Your copy should match the entries below exactly, apart from the images.

(Collected data entries)
────────────────────

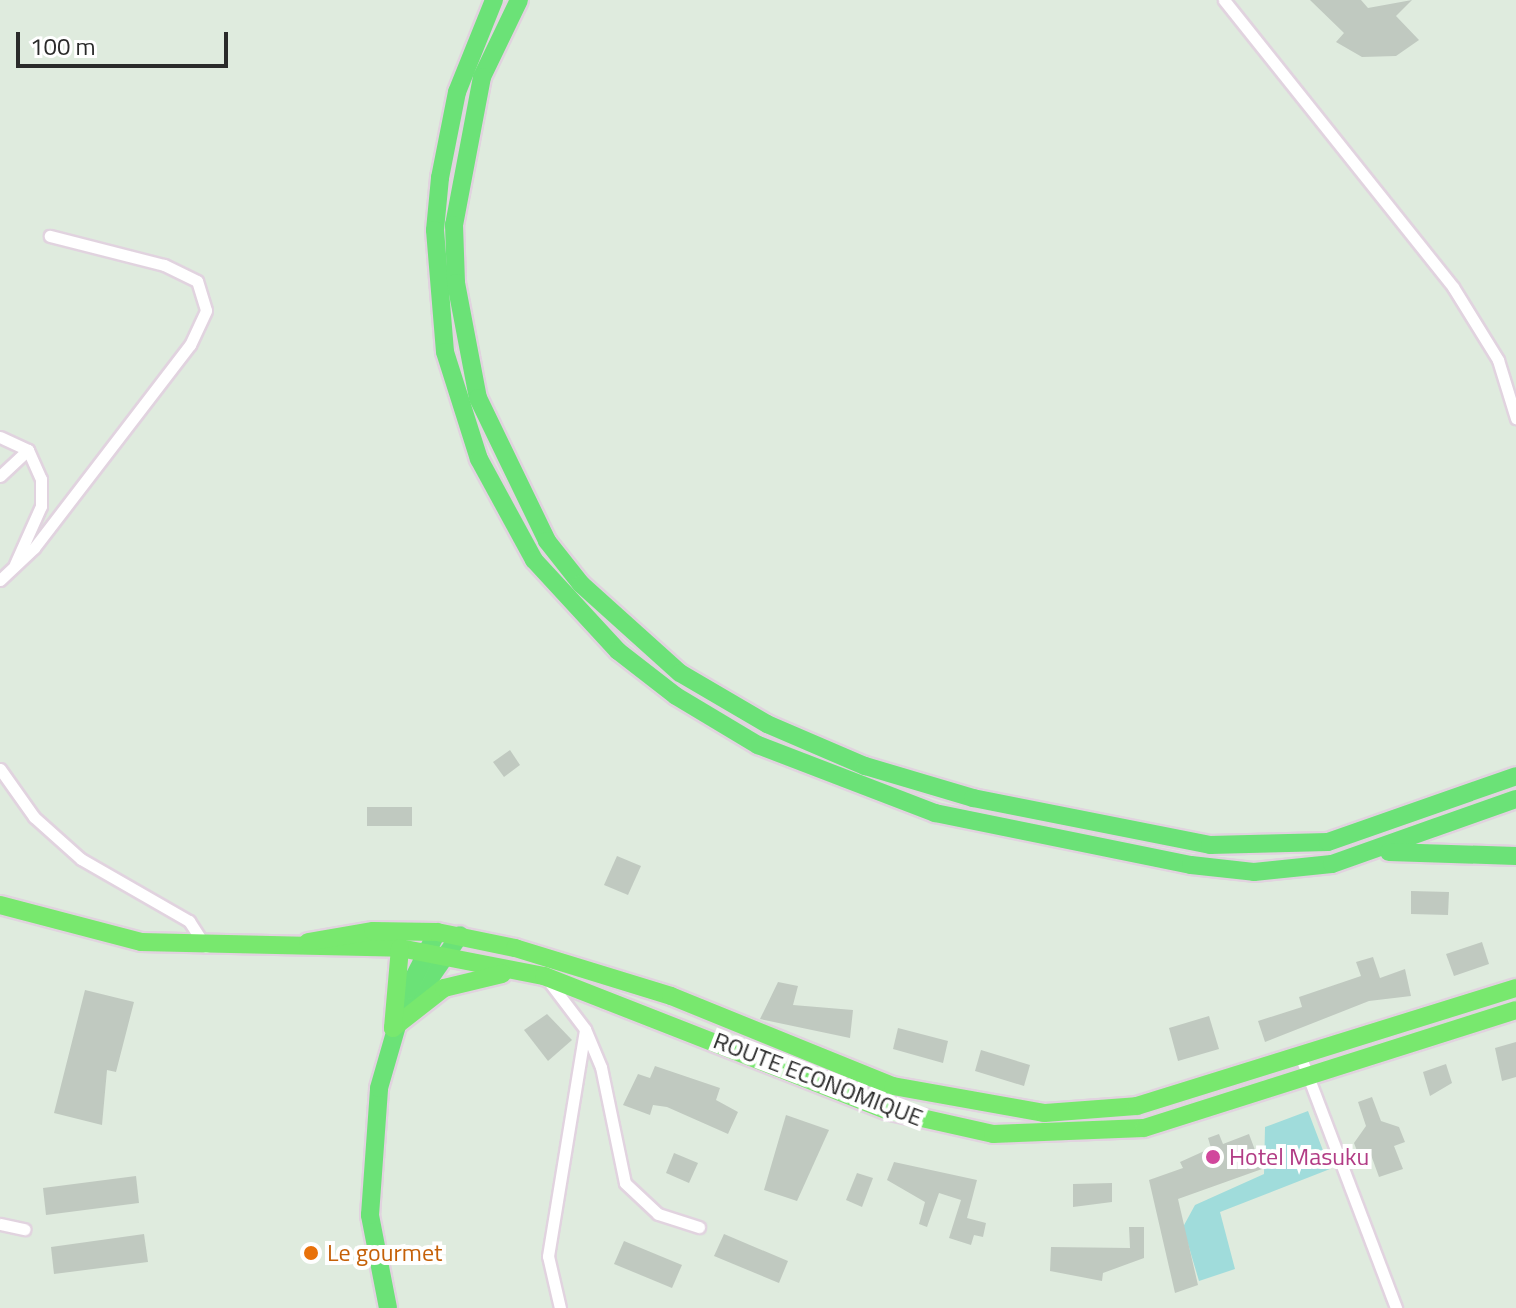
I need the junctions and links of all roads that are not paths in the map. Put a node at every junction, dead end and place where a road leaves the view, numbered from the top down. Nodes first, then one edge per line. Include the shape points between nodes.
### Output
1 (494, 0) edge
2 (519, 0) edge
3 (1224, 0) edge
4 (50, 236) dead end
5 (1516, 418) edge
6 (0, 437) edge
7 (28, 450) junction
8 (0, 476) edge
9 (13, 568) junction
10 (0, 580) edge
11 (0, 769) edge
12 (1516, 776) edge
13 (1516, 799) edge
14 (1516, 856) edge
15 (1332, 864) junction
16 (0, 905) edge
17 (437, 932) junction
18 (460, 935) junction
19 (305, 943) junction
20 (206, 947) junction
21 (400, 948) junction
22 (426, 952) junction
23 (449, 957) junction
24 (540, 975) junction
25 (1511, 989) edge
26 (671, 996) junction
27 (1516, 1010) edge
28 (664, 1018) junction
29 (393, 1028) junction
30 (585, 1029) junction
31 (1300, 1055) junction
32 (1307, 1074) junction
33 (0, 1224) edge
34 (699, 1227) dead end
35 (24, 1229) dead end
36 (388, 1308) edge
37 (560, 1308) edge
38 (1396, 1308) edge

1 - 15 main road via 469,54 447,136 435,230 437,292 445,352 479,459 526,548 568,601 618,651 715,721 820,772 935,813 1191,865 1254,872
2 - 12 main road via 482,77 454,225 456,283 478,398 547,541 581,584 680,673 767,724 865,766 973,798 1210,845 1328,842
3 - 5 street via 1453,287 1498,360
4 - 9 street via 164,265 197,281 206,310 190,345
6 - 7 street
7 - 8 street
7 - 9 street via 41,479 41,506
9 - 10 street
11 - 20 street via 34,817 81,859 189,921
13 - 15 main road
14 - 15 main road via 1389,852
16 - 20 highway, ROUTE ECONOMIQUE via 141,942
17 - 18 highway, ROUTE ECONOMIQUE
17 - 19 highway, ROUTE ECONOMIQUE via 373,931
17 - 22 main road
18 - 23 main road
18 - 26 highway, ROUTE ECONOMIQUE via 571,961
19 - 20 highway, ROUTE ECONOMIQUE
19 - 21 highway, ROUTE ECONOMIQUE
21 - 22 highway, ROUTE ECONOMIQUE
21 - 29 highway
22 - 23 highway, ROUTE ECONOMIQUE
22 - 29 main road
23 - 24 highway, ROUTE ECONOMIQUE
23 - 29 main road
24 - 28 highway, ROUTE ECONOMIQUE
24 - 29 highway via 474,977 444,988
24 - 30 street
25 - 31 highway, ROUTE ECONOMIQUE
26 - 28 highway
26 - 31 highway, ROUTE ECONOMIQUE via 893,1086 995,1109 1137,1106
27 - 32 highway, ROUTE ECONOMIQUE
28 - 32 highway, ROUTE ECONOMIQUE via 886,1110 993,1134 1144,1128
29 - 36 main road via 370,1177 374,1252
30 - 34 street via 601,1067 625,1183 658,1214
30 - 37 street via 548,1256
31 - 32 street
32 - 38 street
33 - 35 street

────────────────────

**Solution below**:
I need the junctions and links of all roads that are not paths in the map. Put a node at every junction, dead end and place where a road leaves the view, numbered from the top down. Nodes first, then one edge per line. Include the shape points between nodes.
### Output
1 (494, 0) edge
2 (519, 0) edge
3 (1224, 0) edge
4 (50, 236) dead end
5 (1516, 418) edge
6 (0, 437) edge
7 (28, 450) junction
8 (0, 476) edge
9 (13, 568) junction
10 (0, 580) edge
11 (0, 769) edge
12 (1516, 776) edge
13 (1516, 799) edge
14 (1516, 856) edge
15 (1332, 864) junction
16 (0, 905) edge
17 (437, 932) junction
18 (460, 935) junction
19 (305, 943) junction
20 (206, 947) junction
21 (400, 948) junction
22 (426, 952) junction
23 (449, 957) junction
24 (540, 975) junction
25 (1511, 989) edge
26 (671, 996) junction
27 (1516, 1010) edge
28 (664, 1018) junction
29 (393, 1028) junction
30 (585, 1029) junction
31 (1300, 1055) junction
32 (1307, 1074) junction
33 (0, 1224) edge
34 (699, 1227) dead end
35 (24, 1229) dead end
36 (388, 1308) edge
37 (560, 1308) edge
38 (1396, 1308) edge

1 - 15 main road via 469,54 447,136 435,230 437,292 445,352 479,459 526,548 568,601 618,651 715,721 820,772 935,813 1191,865 1254,872
2 - 12 main road via 482,77 454,225 456,283 478,398 547,541 581,584 680,673 767,724 865,766 973,798 1210,845 1328,842
3 - 5 street via 1453,287 1498,360
4 - 9 street via 164,265 197,281 206,310 190,345
6 - 7 street
7 - 8 street
7 - 9 street via 41,479 41,506
9 - 10 street
11 - 20 street via 34,817 81,859 189,921
13 - 15 main road
14 - 15 main road via 1389,852
16 - 20 highway, ROUTE ECONOMIQUE via 141,942
17 - 18 highway, ROUTE ECONOMIQUE
17 - 19 highway, ROUTE ECONOMIQUE via 373,931
17 - 22 main road
18 - 23 main road
18 - 26 highway, ROUTE ECONOMIQUE via 571,961
19 - 20 highway, ROUTE ECONOMIQUE
19 - 21 highway, ROUTE ECONOMIQUE
21 - 22 highway, ROUTE ECONOMIQUE
21 - 29 highway
22 - 23 highway, ROUTE ECONOMIQUE
22 - 29 main road
23 - 24 highway, ROUTE ECONOMIQUE
23 - 29 main road
24 - 28 highway, ROUTE ECONOMIQUE
24 - 29 highway via 474,977 444,988
24 - 30 street
25 - 31 highway, ROUTE ECONOMIQUE
26 - 28 highway
26 - 31 highway, ROUTE ECONOMIQUE via 893,1086 995,1109 1137,1106
27 - 32 highway, ROUTE ECONOMIQUE
28 - 32 highway, ROUTE ECONOMIQUE via 886,1110 993,1134 1144,1128
29 - 36 main road via 370,1177 374,1252
30 - 34 street via 601,1067 625,1183 658,1214
30 - 37 street via 548,1256
31 - 32 street
32 - 38 street
33 - 35 street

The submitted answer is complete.